What to produce
Find all the lines in the entries below that hold the word "Public" and copy them.

Excerpted records
========

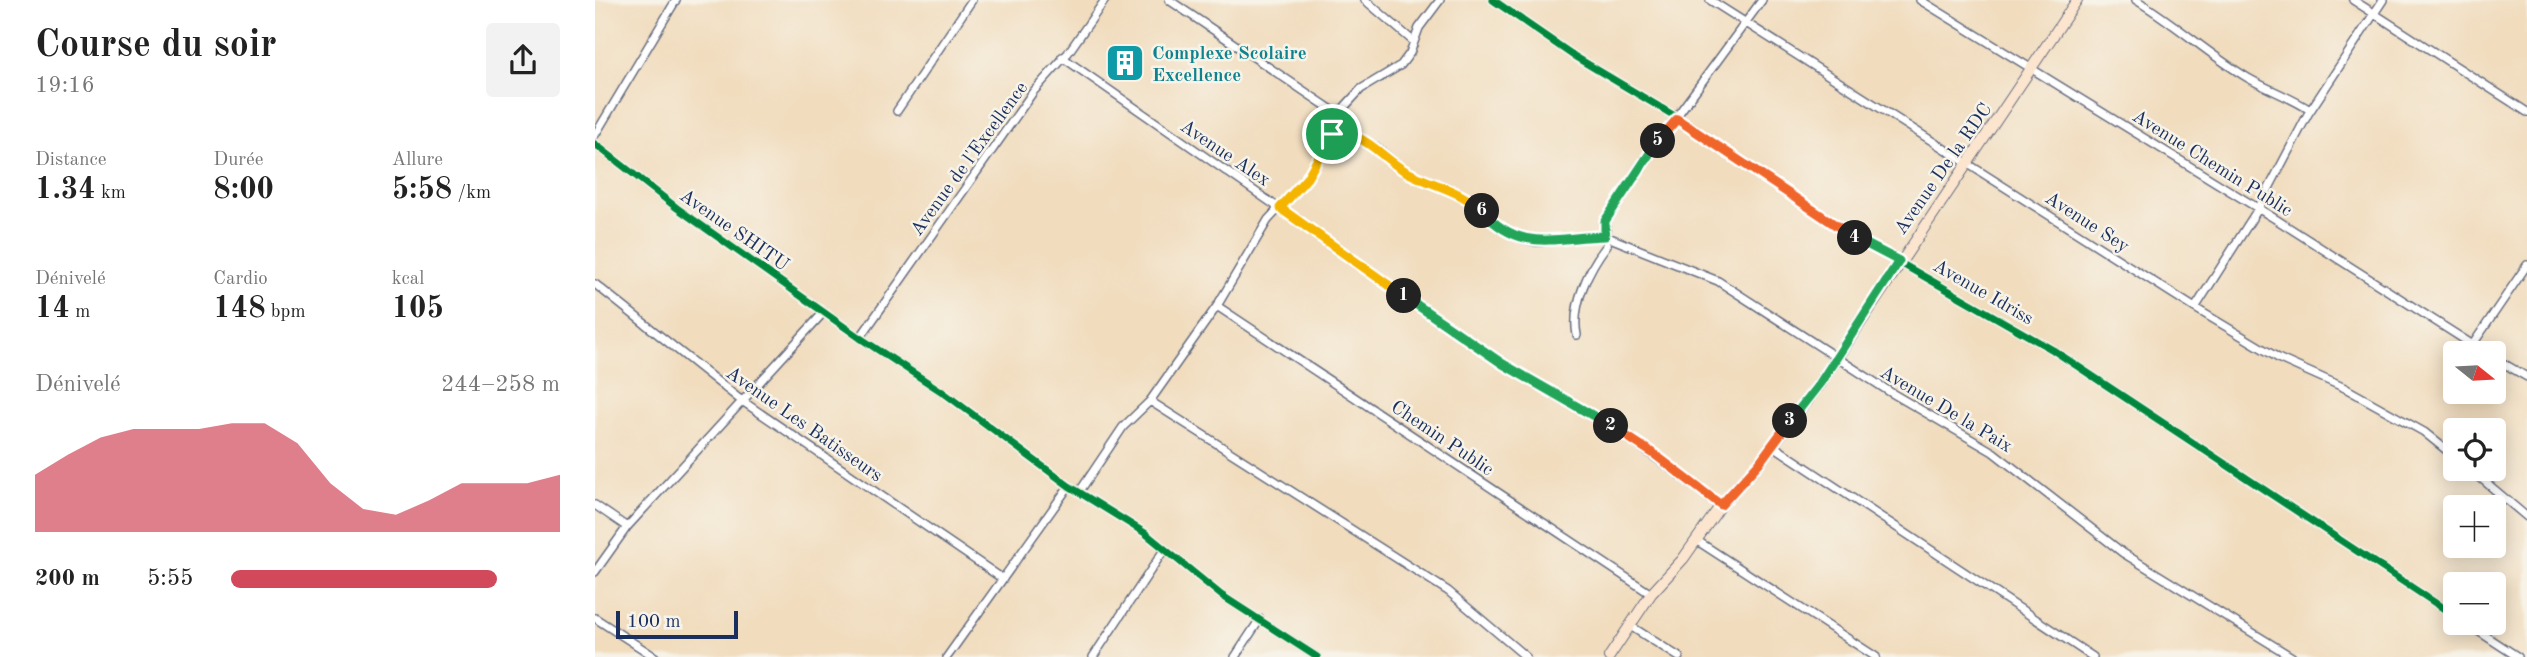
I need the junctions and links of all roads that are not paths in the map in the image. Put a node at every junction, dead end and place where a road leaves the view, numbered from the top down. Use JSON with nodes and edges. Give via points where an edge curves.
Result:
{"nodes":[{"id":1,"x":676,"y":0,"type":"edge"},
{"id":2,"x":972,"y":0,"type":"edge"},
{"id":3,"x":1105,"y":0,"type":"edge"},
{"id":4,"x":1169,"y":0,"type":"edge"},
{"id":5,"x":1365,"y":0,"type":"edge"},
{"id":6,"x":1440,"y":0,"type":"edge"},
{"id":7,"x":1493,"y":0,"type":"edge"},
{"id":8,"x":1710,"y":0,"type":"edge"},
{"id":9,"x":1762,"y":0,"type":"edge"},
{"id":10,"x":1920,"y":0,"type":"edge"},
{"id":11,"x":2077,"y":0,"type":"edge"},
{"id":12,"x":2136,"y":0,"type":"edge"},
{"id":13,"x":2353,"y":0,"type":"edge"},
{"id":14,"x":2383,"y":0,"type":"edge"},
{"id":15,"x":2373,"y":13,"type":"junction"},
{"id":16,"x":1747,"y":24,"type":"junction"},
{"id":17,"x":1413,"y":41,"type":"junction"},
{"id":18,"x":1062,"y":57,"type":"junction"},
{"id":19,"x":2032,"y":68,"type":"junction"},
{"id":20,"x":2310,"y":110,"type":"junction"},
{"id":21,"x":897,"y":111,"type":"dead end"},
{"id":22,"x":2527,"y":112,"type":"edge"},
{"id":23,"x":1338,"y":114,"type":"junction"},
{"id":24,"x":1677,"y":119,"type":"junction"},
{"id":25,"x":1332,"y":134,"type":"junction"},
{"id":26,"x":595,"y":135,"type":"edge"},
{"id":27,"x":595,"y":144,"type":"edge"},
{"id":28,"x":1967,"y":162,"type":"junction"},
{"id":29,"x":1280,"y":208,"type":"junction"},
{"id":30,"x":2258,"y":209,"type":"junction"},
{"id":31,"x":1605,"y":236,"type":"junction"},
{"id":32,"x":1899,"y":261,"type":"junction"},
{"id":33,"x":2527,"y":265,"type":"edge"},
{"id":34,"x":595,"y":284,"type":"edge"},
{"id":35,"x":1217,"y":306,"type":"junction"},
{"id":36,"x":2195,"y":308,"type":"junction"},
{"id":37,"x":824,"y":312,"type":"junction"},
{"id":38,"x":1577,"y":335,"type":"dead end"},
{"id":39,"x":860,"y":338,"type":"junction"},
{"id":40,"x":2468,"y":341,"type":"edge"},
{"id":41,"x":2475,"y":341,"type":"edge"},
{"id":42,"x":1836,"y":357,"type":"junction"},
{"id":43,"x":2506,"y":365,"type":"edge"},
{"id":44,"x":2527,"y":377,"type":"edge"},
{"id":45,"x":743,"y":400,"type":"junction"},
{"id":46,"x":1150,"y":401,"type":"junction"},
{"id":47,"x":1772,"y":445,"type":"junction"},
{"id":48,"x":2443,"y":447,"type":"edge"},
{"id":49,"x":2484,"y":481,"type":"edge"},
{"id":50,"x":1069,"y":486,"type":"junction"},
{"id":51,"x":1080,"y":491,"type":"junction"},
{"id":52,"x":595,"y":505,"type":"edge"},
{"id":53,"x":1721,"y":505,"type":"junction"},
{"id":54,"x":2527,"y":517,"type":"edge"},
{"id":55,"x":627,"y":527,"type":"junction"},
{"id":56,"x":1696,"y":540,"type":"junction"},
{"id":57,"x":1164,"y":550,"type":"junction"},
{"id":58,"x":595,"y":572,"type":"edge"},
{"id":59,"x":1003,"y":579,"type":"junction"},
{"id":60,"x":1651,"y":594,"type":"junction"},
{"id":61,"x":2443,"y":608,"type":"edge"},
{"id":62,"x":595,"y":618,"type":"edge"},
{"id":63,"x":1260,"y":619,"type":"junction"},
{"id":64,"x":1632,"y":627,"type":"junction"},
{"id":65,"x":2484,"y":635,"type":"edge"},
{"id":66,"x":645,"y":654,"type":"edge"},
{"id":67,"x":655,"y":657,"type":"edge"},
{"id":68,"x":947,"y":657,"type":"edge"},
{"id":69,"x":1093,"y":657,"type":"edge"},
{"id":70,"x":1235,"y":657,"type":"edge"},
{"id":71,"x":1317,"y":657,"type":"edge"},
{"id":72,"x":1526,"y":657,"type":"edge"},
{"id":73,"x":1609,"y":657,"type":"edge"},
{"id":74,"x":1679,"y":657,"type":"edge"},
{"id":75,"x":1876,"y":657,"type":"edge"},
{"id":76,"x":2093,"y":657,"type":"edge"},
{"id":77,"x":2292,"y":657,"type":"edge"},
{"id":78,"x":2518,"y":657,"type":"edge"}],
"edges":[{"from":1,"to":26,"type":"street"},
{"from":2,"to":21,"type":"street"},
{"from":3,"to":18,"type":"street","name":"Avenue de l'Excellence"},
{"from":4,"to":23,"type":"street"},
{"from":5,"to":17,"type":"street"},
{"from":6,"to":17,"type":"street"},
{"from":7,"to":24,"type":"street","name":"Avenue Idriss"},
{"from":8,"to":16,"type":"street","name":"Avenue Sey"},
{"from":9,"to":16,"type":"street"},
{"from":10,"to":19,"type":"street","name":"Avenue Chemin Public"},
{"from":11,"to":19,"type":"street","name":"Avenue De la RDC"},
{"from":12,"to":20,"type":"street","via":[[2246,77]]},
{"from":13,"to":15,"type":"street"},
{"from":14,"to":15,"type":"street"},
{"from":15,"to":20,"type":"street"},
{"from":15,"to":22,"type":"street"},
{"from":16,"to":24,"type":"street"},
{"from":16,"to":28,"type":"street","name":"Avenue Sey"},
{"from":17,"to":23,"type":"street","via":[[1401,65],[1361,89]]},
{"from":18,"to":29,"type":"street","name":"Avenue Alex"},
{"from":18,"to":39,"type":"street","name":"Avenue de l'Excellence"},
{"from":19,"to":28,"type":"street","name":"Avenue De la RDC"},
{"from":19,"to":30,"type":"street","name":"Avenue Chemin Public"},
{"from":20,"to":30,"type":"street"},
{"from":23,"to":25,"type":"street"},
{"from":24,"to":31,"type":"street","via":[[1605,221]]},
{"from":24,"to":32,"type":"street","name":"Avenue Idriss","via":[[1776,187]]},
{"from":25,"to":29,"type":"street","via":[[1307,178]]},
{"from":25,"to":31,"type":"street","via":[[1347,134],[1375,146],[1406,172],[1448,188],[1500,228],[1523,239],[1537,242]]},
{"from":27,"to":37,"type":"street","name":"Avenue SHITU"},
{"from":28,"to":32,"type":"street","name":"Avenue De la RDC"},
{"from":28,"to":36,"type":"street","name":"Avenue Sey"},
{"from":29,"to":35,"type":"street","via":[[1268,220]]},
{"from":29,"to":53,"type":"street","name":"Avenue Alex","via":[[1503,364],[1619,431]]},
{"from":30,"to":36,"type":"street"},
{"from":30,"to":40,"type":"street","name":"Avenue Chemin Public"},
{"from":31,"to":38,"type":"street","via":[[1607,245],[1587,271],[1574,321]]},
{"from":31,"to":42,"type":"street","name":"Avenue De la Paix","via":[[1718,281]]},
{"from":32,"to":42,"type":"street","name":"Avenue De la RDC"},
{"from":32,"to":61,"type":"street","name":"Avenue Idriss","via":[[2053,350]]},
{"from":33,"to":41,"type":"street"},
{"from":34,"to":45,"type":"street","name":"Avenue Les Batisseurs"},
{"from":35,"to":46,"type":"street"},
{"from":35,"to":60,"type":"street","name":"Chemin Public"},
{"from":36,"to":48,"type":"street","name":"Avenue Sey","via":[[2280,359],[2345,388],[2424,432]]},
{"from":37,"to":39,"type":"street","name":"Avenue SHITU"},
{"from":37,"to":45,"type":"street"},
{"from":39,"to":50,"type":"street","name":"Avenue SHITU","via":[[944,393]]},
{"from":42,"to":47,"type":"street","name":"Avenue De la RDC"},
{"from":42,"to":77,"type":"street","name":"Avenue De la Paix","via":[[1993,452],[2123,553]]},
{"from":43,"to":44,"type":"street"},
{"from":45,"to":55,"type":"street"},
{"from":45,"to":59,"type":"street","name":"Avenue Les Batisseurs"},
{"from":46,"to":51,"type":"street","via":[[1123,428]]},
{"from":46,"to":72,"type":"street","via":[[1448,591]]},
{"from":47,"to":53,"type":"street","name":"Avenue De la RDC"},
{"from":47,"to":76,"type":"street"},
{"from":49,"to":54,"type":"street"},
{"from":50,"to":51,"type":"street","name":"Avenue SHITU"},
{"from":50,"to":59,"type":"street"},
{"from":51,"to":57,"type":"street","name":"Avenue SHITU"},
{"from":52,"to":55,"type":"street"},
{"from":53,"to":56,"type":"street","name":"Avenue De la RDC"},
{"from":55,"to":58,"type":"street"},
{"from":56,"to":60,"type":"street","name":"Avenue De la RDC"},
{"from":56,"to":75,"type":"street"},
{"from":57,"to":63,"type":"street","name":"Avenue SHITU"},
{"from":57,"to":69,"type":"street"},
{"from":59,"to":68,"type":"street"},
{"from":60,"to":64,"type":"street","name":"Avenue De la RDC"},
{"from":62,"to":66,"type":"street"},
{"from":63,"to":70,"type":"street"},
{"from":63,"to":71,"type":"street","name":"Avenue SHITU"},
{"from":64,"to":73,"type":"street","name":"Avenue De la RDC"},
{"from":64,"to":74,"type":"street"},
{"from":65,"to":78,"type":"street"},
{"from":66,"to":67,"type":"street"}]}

========

Exercise response
{"from":10,"to":19,"type":"street","name":"Avenue Chemin Public"},
{"from":19,"to":30,"type":"street","name":"Avenue Chemin Public"},
{"from":30,"to":40,"type":"street","name":"Avenue Chemin Public"},
{"from":35,"to":60,"type":"street","name":"Chemin Public"},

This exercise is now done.